Let’s talk about you: what is your background, what do you teach, and what are your research interests?
I am from Bologna and, since I was a child, I have always loved logic and mathematics. When my father bought an Apple II (yes, I am from the pre-digital era!) I realised that my true passion was informatics. At Ca' Foscari I teach Operating Systems and Computer Security, which is also my main area of research.
What was your academic career?
I graduated and did my PhD in Informatics in Bologna with a thesis on formal methods for computer security, a subject that was growing rapidly in those years and that led me to win, very young, back in 1996, a researcher position right here at Ca' Foscari. I remember very fondly the small group of professors at that time and the very first informatics graduates at Ca' Foscari. When I started working I got lost in Venice and asked repeatedly and unsuccessfully where 'Dorsoduro 3246' was, and had to insist on getting into the offices because they thought I was a student!

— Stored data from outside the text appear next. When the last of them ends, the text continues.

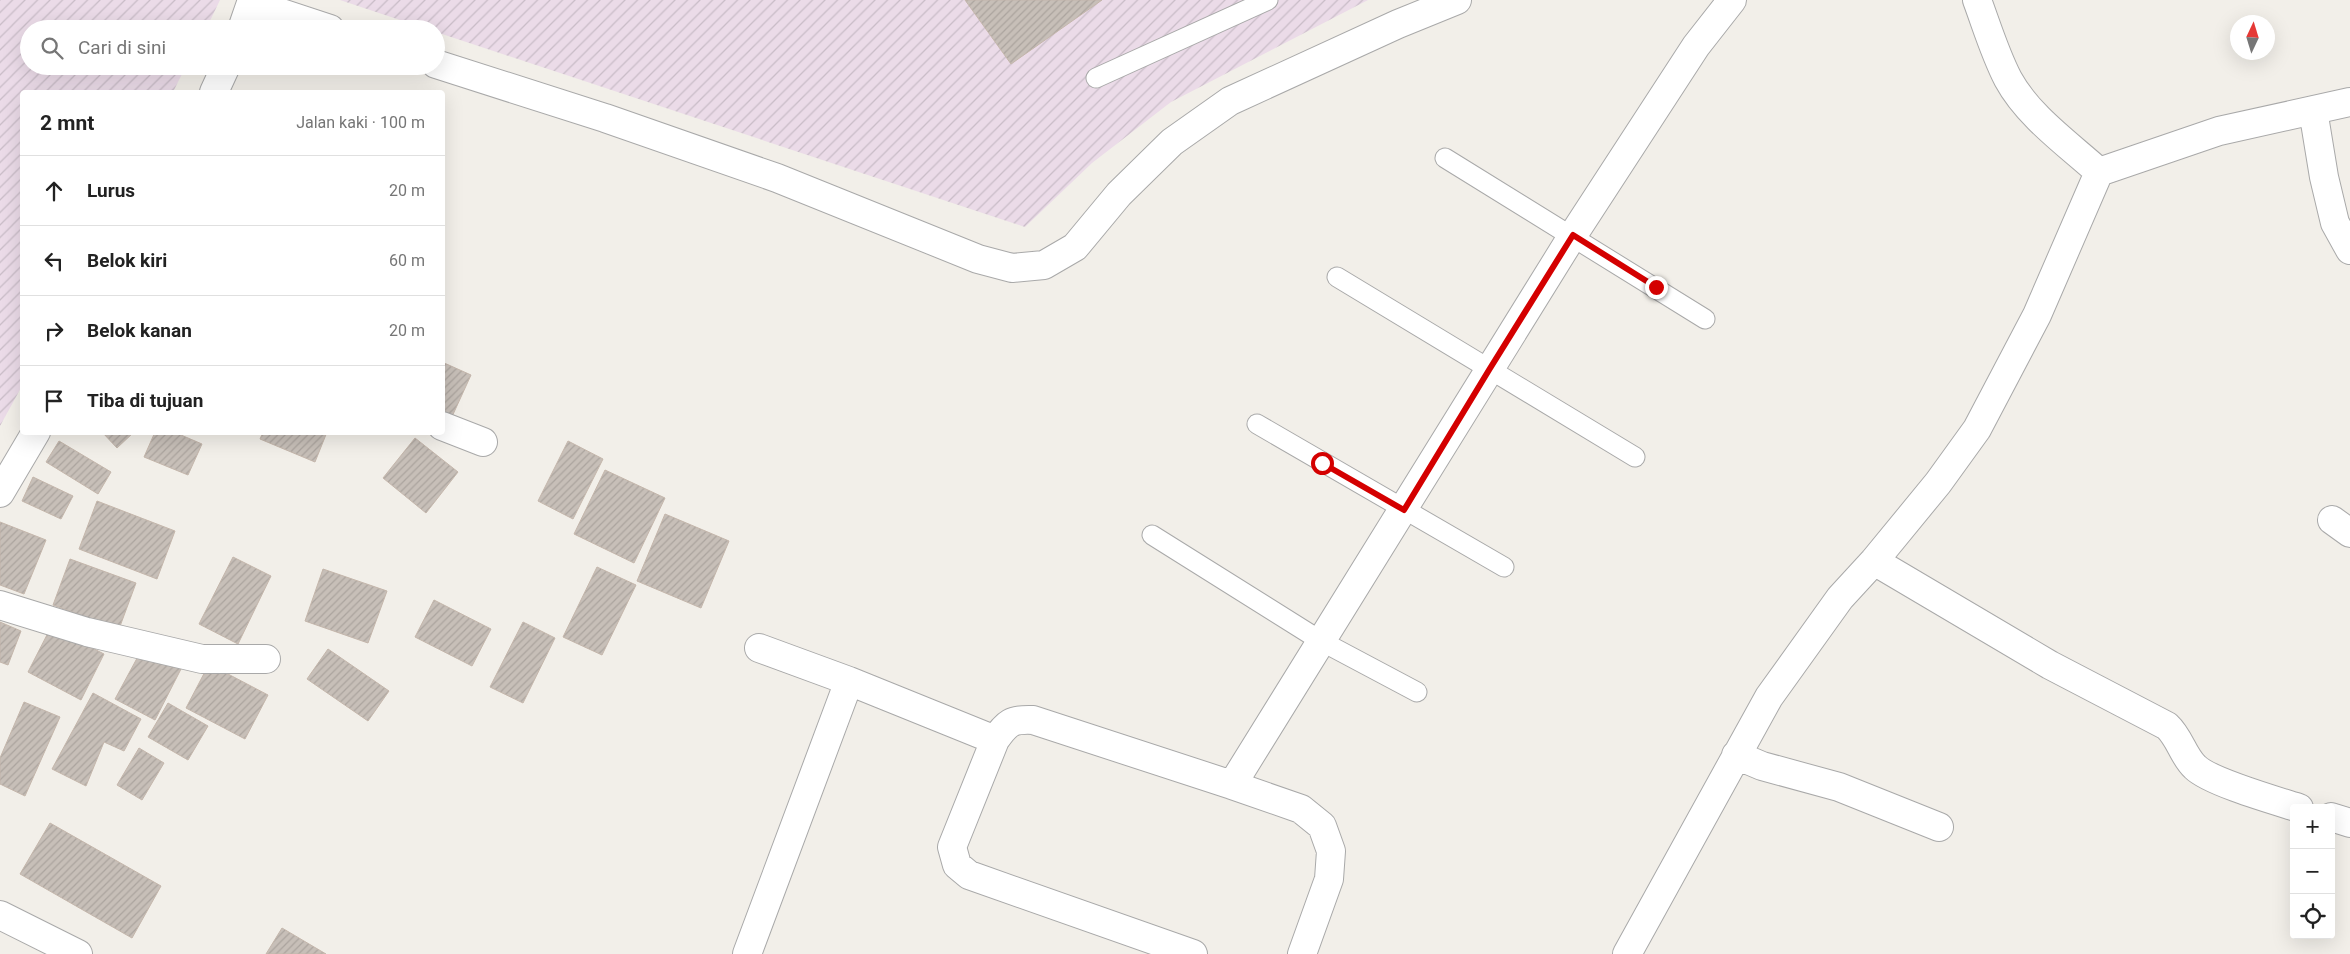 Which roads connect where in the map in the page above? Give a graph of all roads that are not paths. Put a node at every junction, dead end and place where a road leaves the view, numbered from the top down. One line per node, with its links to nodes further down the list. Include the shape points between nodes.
1 (1268, 0): 9 (lane)
2 (1456, 0): 7 (street, via 1230,101 1172,142 1119,194 1075,247 1044,265 1012,268 978,259 777,178)
3 (1732, 0): 15 (street, via 1696,46)
4 (1984, 5): 14 (street, via 1994,49 2009,80 2032,112)
5 (245, 20): 6 (street, via 251,3)
6 (303, 20)
7 (445, 67)
8 (222, 75): 10 (street)
9 (1096, 78)
10 (215, 90)
11 (2350, 102): 12 (street)
12 (2313, 110): 14 (street, via 2219,131); 16 (street, via 2335,223)
13 (1444, 158): 15 (lane)
14 (2099, 172): 28 (street, via 2037,315 1976,429 1938,483)
15 (1573, 235): 18 (lane); 19 (street)
16 (2350, 250)
17 (1337, 277): 19 (lane)
18 (1705, 319)
19 (1489, 370): 24 (lane); 26 (street)
20 (1257, 424): 26 (lane)
21 (445, 427): 23 (street)
22 (34, 435): 25 (street)
23 (483, 442)
24 (1635, 457)
25 (0, 493)
26 (1404, 510): 29 (lane); 31 (street)
27 (1152, 535): 31 (lane)
28 (1874, 561): 37 (street, via 1805,644 1769,697); 39 (street, via 2050,665 2168,726 2190,760 2204,774)
29 (1504, 567)
30 (0, 605): 33 (street, via 87,632 202,659)
31 (1321, 641): 35 (lane); 38 (street)
32 (759, 648): 34 (street)
33 (266, 659)
34 (849, 680): 36 (street); 45 (street)
35 (1417, 692)
36 (995, 740): 38 (street, via 1004,727 1016,719 1033,720); 46 (street, via 952,847 957,865 969,875)
37 (1736, 755): 42 (street, via 1762,766 1839,787); 48 (street)
38 (1232, 785): 47 (street, via 1301,809 1322,826 1331,851 1329,879)
39 (2290, 805)
40 (2335, 818): 41 (street)
41 (2350, 823)
42 (1939, 827)
43 (0, 915): 44 (street)
44 (78, 954)
45 (747, 954)
46 (1193, 954)
47 (1302, 954)
48 (1627, 954)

Venice was making fun of me and, perhaps, it was at that very moment that I became inseparably bound to the lagoon.
What were your greatest professional satisfactions?
My first great satisfaction was chairing the programme committee of the IEEE Computer Security Foundation Symposium in Pacific Grove, California, a landmark event in my research area, which I then 'took' to the island of San Servolo for two consecutive years. Writing impactful research papers gave me great satisfaction. For example: the work on applied cryptography that appeared in the New York Times, from which I founded my first spin-off, Cryptosense; the work on Java cryptography that convinced Oracle to change its key protection mechanisms; and the latest work on Web security that appeared in Wired. I recently founded a second spin-off, 10Sec, which offers innovative security solutions for the IoT world.
Which is the area you have always wanted to be involved in but have not yet had the opportunity to explore?
I am passionate about all aspects of informatics. One area that I am very curious about, and have started to explore a little bit, is artificial intelligence. I would like to explore it, especially neural networks and how they relate to human thinking and how our brains work.
Can you offer any advice to researchers in the early stages of their career?
I would say put passion and curiosity before money. In our field, bright young people have endless job opportunities, with very high salaries. Of course there are well-paid, challenging and rewarding jobs, but the chance to study a new problem, tackle it and solve it, improving the state of the art is something unique and exciting.